Desert Girl, Monsoon Boy by Tara Dairman and illustrated by Archana Sreenivasan Extreme weather affects two children’s lives in very different ways and shows how the power of nature can bring us together. A beautiful, beautiful book.

The Fort by Laura Perdew and illustrated by Adelina Lirius A fort in the woods is imagined to be a castle by one child and a pirate ship by another. But when they meet up, uh-oh! It’s a battle of their imaginations. I love this one, and the book jacket is one of the coolest I’ve seen!

Hugsby written and illustrated by Dow Phumiruk The most adorable pet monster shows what everyone needs: hugs! Such a sweet book.


Twins by Varian Johnson and Shannon Wright A new graphic novel series about twin sisters and best friends, but their friendship gets challenged as some things change when they start sixth grade.

Every Missing Piece by Melanie Conklin This book is described as “for fans of Rebecca Stead and Erin Entrada Kelly,” two of my favorites. Yes, please!

The Amelia Six by Kristin L. Gray A whodunit mystery that incorporates history and is compared to books by Gennifer Choldenko, E.L. Konigsburg, and Ellen Raskin. This sounds right up my alley!

Klawde: Evil Alien Warlord Cat by Johnny Marciano and Emily Chenoweth My son and I have read this whole series and can’t wait for the sixth book. Very funny, but may prompt your kitten to act like an evil alien warlord cat.

Happy reading!

Updated December 28, 2020: The winners of my December newsletter giveaway have been notified. If you didn’t win a book this time, keep an eye out for the next newsletter and giveaway! You can subscribe to my author newsletter, by entering your email address on the bottom of this website or the Book Scavenger website. (You only need to sign up once–it’s the same newsletter.)



Author Fan Face-Off: Book Scavenger!

How well would you do competing against an author in a trivia contest about their own book? You can find out by watching the Author Fan Face-Off web series game show, hosted by author Steve Sheinkin and school librarian Stacey Rattner! Check out Episode #25, which features me as the guest author, challenged by Jonathan, a Book Scavenger fan and very worthy opponent.

September Book Love and Giveaway

In an effort to support independent booksellers and spread some book love, I’ve decided to do a fun giveaway for my newsletter subscribers. Every newsletter will feature a different independent bookstore and a few books I think Book Scavenger readers might enjoy. There will be a simple challenge to complete (the challenge for September is making up a caption for a funny photo of one of my cats), and everyone who participates is entered to win a book of their choice from my selection. I’ll order the book for the winner from the featured bookstore and have it shipped direct to you. (At this time, only United States addresses will be eligible to win as shipping costs are currently too high outside the US. I’m sorry!)

This month, the bookstore I’m spotlighting is Book People in Austin, TX. Book People is an amazing multistoried store, the kind of space I could easily spend hours browsing.

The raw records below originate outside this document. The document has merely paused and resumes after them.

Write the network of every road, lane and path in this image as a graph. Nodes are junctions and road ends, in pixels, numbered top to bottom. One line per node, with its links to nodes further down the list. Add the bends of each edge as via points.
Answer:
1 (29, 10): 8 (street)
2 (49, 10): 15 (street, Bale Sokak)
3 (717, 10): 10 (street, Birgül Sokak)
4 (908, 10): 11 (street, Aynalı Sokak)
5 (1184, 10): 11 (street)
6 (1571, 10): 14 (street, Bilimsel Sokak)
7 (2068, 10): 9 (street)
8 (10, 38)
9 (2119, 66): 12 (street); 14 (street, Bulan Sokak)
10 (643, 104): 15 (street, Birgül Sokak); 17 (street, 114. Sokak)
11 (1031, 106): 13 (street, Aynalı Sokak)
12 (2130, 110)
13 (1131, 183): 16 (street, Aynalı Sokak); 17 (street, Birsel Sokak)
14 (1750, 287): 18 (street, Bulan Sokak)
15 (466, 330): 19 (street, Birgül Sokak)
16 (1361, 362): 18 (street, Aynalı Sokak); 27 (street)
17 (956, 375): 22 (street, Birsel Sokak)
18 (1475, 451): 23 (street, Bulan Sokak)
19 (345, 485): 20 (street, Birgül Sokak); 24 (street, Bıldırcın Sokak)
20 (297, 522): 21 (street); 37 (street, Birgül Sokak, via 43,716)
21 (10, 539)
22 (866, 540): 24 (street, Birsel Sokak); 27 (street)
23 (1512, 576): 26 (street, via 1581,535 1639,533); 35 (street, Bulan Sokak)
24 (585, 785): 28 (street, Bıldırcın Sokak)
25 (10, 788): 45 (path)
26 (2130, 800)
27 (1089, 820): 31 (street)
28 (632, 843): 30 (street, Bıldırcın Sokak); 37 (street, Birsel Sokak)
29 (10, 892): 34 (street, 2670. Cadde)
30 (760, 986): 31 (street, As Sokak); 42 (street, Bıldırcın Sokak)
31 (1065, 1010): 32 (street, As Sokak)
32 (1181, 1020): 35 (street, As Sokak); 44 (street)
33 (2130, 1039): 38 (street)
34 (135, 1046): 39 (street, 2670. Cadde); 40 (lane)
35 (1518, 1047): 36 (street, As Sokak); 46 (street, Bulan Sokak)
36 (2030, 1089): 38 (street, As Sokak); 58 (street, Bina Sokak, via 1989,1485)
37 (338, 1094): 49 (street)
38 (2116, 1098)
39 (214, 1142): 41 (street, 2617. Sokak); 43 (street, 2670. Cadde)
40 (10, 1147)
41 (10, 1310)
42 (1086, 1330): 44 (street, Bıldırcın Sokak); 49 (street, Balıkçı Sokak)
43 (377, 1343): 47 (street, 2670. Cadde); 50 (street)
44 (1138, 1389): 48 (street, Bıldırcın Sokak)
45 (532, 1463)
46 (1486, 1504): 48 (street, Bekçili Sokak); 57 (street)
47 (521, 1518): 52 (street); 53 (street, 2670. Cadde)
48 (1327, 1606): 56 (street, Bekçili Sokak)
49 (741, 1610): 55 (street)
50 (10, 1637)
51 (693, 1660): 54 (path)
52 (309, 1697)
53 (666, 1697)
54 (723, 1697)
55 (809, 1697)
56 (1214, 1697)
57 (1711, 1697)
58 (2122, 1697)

I was lucky enough to visit Book People twice on my book tours. (That’s me in the photo below–they had those cutouts for an event for The Legend of Rock, Paper, and Scissors by Drew Daywalt and illustrated by Adam Rex, a book that my son and I love reading aloud, so I had to take a picture for him.)

Here are the books I’m recommending this month (click on the titles to learn more about them or purchase through Book People):

A Wish in the Dark by Christina Soontornvat. I was blown away by this book! My favorite read of the year. Just read it. It’s amazing.

Keep it Together, Keiko Carter! by Debbi Michiko Florence. This one is next up on my To Read pile and I can’t wait! Three friends are starting 7th grade with big goals for themselves, but some drama comes into play and soon Keiko’s best friends aren’t talking and she’s caught in the middle.

The Vanderbeekers: Lost and Found by Karina Yan Glaser. The fourth Vanderbeekers is here!! I love this family and their many pets and reading about their adventures living in Harlem.

The Artifact Hunters by Janet Fox. This one is great for readers who like their stories a little scary. It’s suspenseful and beautifully blends fantasy into a realistic World War II setting. This is also a follow-up to the novel Charmed Children of Rookskill Castle, but I don’t feel like you need to read the books in order. (But definitely read Charmed Children, too, if you like spooky stories. It’s goooood.)

Clean Getaway by Nic Stone.  If you like the way my Book Scavenger series incorporates historical nuggets into an adventurous story, then I’d definitely check this one out. Funny moments, fast-paced–a great read.

Midnight at the Barclay Hotel by Fleur Bradley. A very fun, well-paced mystery that reminded me a lot of my favorite board game Clue! Loved it.

Sound like fun? I hope so! If you are not already a newsletter subscriber, you can sign up here and look for my next newsletter to arrive in October.

Of course you don’t have to enter the giveaway or subscribe to my newsletter, but I do hope you’ll check out these wonderful books by borrowing them from your library or purchasing them from Book People or anywhere books are sold.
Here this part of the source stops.